Records contained in a dataset
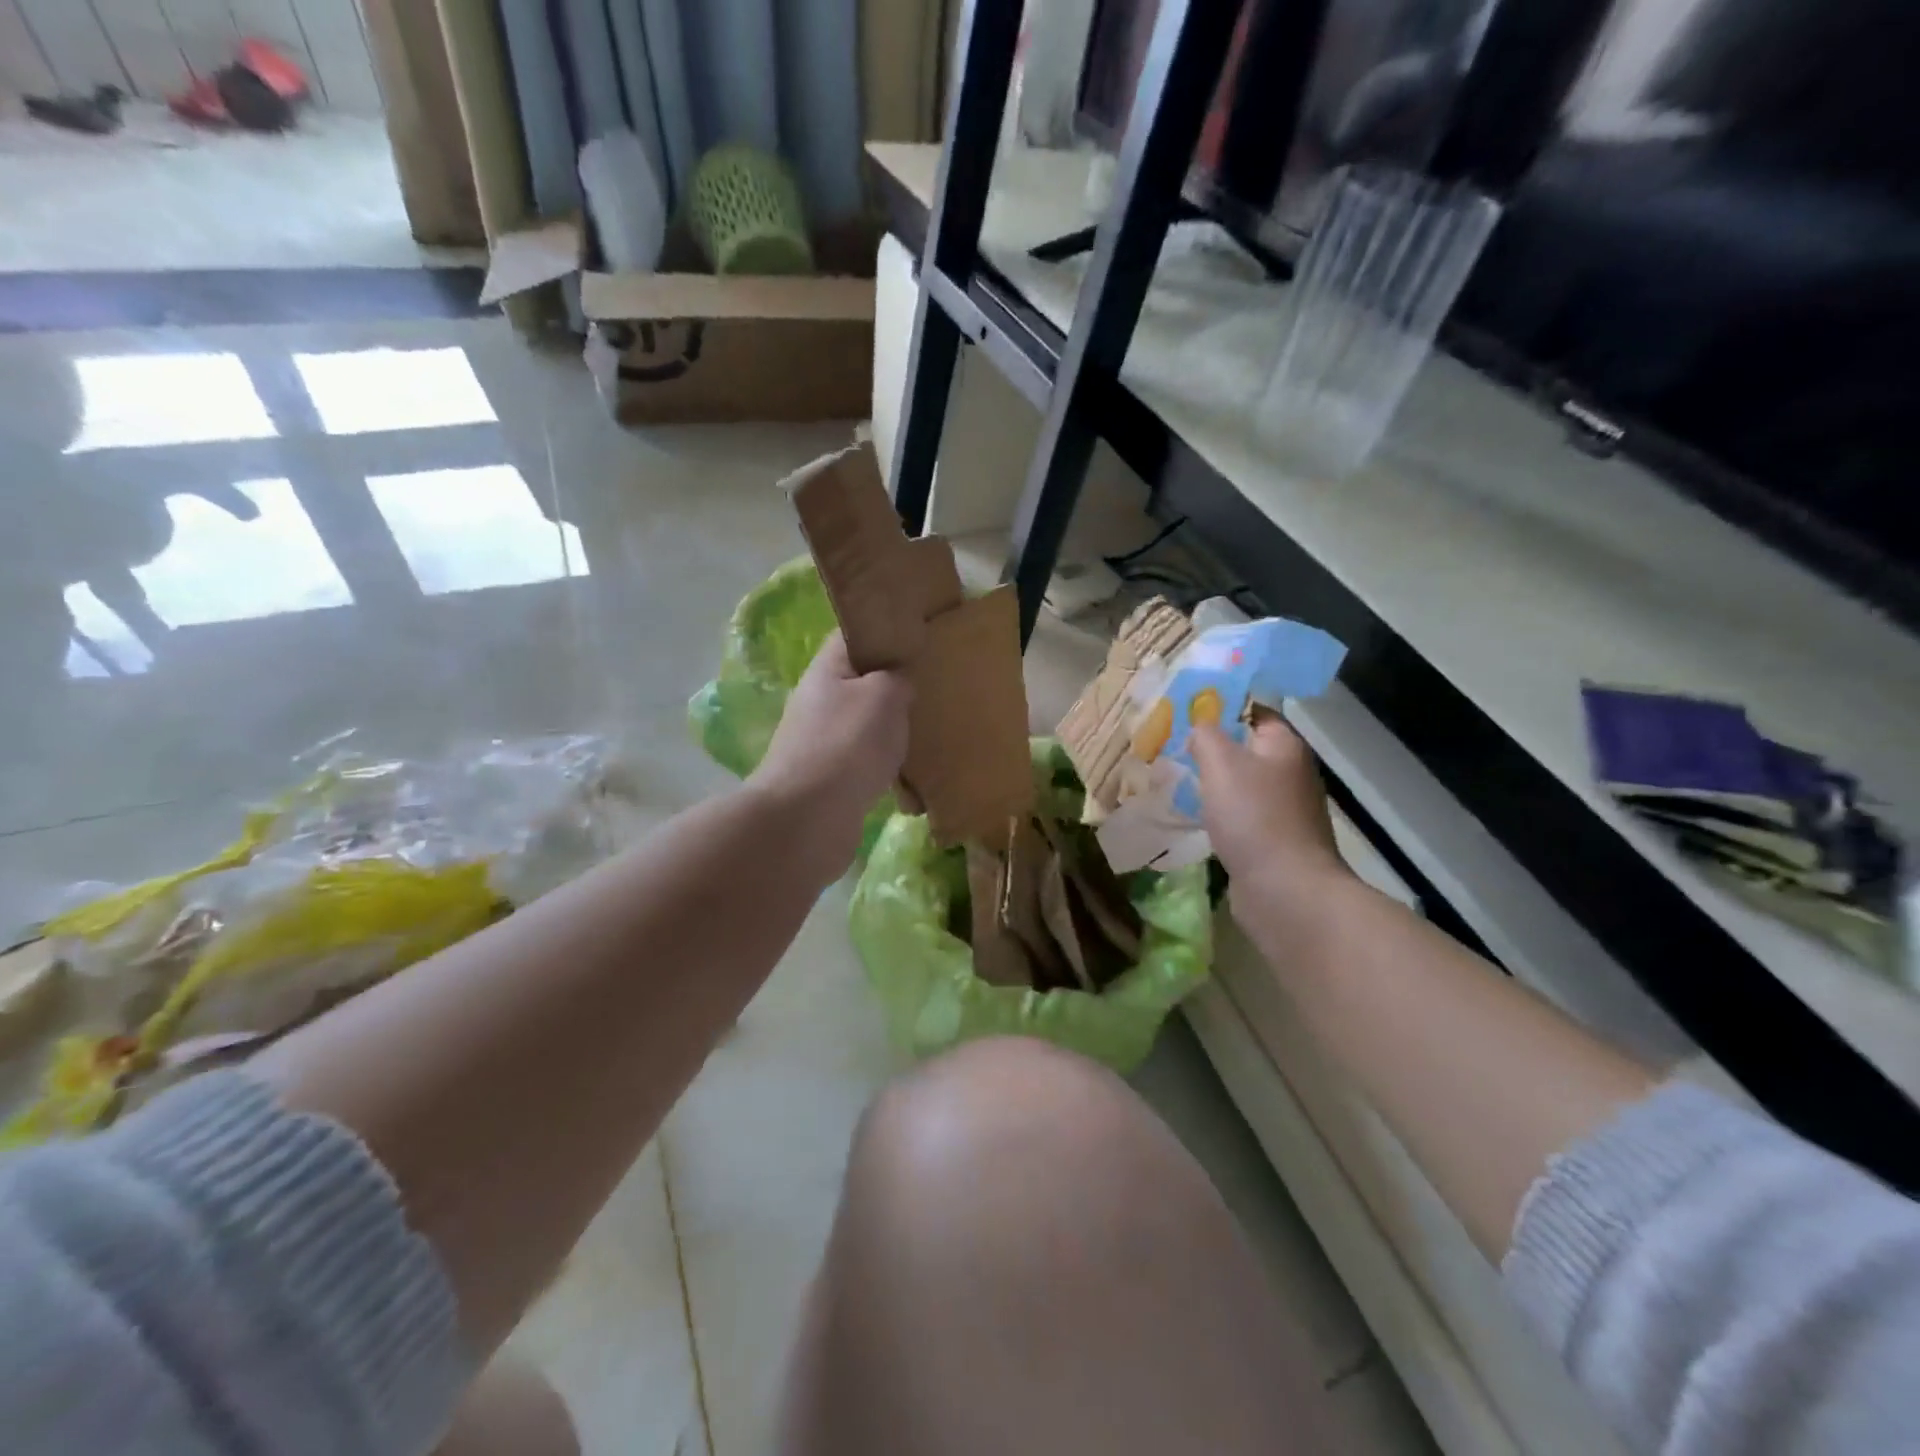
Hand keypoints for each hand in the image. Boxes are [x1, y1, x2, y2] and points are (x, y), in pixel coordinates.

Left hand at [750, 632, 911, 873]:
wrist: (808, 818)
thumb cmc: (847, 744)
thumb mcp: (884, 695)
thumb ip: (897, 678)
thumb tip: (899, 682)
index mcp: (826, 669)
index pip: (853, 636)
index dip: (884, 632)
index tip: (919, 638)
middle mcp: (817, 701)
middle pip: (858, 681)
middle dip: (891, 684)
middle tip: (932, 686)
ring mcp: (819, 742)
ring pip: (861, 723)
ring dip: (888, 726)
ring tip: (926, 727)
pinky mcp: (827, 779)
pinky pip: (862, 759)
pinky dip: (882, 761)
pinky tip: (908, 768)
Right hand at [1191, 715, 1349, 907]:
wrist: (1284, 889)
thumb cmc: (1253, 816)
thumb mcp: (1221, 762)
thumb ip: (1206, 735)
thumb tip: (1200, 725)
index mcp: (1284, 746)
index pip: (1253, 711)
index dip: (1221, 707)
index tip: (1184, 712)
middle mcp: (1290, 772)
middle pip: (1246, 748)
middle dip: (1211, 747)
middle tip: (1171, 746)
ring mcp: (1284, 809)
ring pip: (1241, 784)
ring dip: (1213, 783)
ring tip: (1176, 780)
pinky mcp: (1273, 840)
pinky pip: (1241, 815)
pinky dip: (1219, 813)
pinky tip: (1195, 818)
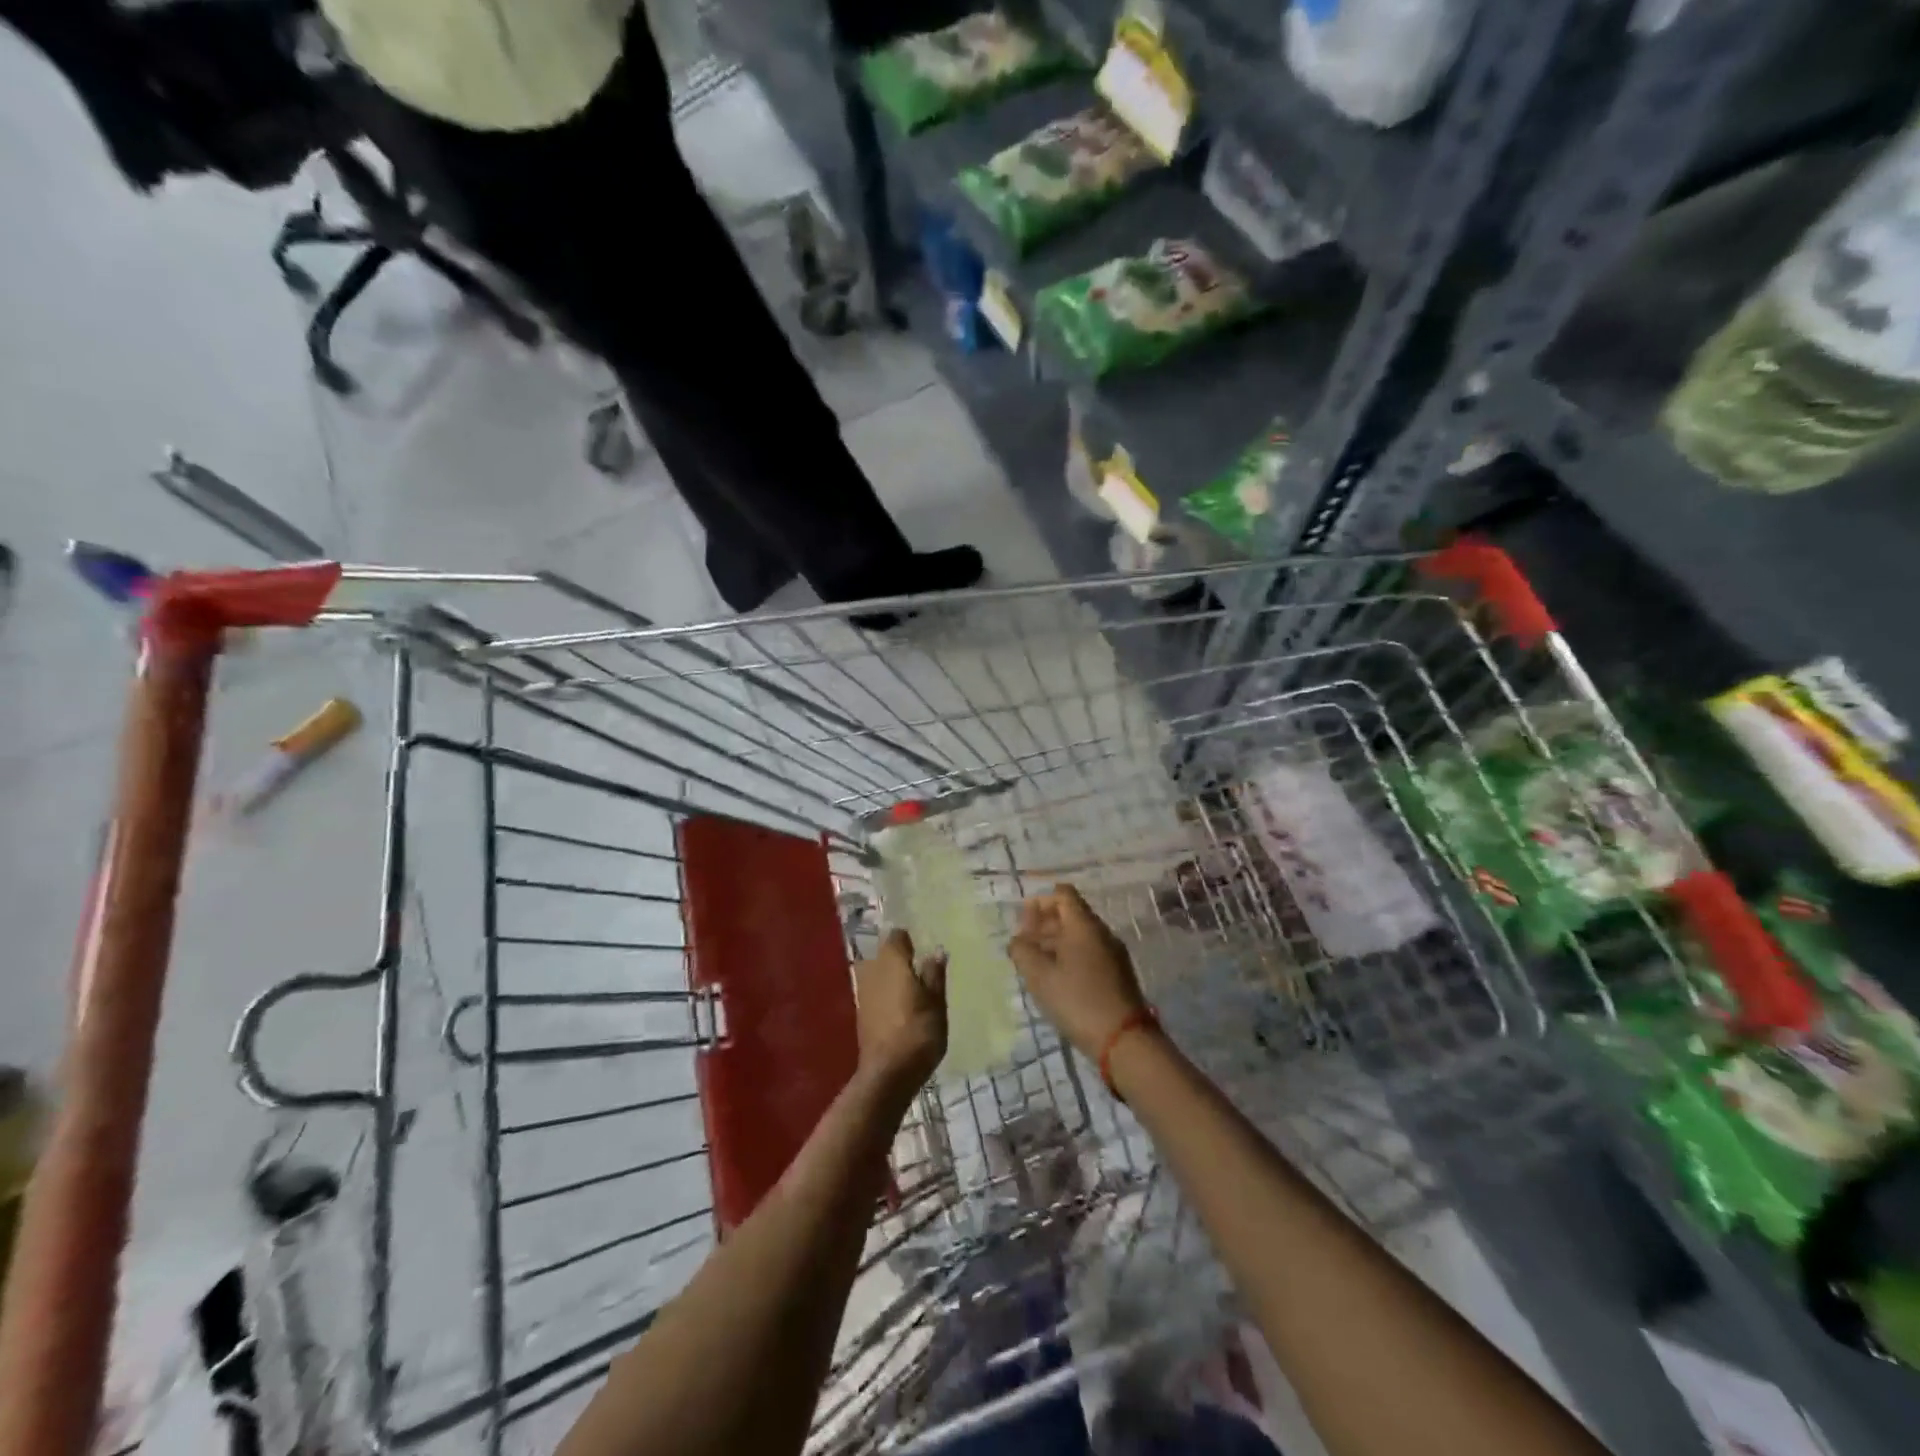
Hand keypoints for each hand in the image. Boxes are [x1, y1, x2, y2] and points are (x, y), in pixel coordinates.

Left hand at [853, 929, 947, 1097]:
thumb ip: (934, 974)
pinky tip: (900, 1004)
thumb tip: (936, 950)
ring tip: (912, 985)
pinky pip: (874, 990)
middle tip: (920, 965)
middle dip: (899, 956)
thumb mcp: (936, 1003)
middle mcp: (873, 969)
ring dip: (891, 975)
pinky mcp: (861, 1011)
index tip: (923, 944)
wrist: (887, 1073)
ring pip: (877, 971)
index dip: (910, 939)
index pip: (897, 936)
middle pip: (884, 953)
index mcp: (892, 961)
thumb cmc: (918, 1032)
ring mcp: (863, 991)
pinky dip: (885, 992)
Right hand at [1007, 885, 1147, 1061]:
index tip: (1022, 923)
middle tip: (1024, 945)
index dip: (1040, 902)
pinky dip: (1070, 956)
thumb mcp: (1039, 976)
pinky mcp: (1118, 973)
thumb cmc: (1077, 1000)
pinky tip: (1057, 979)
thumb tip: (1017, 940)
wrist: (1123, 1039)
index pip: (1062, 894)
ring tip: (1036, 964)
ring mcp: (1113, 953)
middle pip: (1071, 914)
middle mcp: (1102, 932)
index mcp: (1084, 925)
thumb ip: (1022, 951)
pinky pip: (1090, 952)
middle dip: (1045, 924)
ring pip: (1080, 935)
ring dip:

# [PROBLEM DESCRIPTION]
Leaving the pictures out, set down exactly the lines from the one with "ring mcp: (1284, 809)" through the end of the records.

# [TASK SOLUTION]
ring mcp: (1284, 809)
ring pip: (1241, 784)
ring dip: (1213, 783)
ring tip: (1176, 780)
pinky mcp: (1273, 840)
pinky pip: (1241, 815)
pinky dip: (1219, 813)
pinky tip: (1195, 818)
Hand keypoints for each hand in the image. Boxes are [x1, y1, x2, y2] and points are (x, y), in pixel coordinates.

Left hand at [853, 929, 947, 1097]:
thumb ip: (934, 974)
pinky tip: (900, 1004)
thumb tip: (936, 950)
ring tip: (912, 985)
pinky pip: (874, 990)
middle tip: (920, 965)
middle dip: (899, 956)
thumb mcp: (936, 1003)
middle mcp: (873, 969)
ring dip: (891, 975)
pinky mcp: (861, 1011)
index tip: (923, 944)
wrist: (887, 1073)
ring pip: (877, 971)
index dip: (910, 939)
index pip: (897, 936)
middle pip: (884, 953)
index mcp: (892, 961)
thumb cmc: (918, 1032)
ring mcp: (863, 991)
pinky dip: (885, 992)
Right hand at [1007, 885, 1147, 1061]:
index tip: (1022, 923)
middle tip: (1024, 945)
index dip: (1040, 902)
pinky dip: (1070, 956)
thumb mcp: (1039, 976)
pinky mcp: (1118, 973)
thumb cmc: (1077, 1000)
pinky tip: (1057, 979)
thumb tip: (1017, 940)
wrist: (1123, 1039)
index pip: (1062, 894)
ring tip: (1036, 964)
ring mcp: (1113, 953)
middle pip: (1071, 914)
middle mcp: (1102, 932)
index mcp: (1084, 925)
thumb ip: (1022, 951)
pinky pip: (1090, 952)
middle dip: (1045, 924)
ring pip: (1080, 935)
ring dip:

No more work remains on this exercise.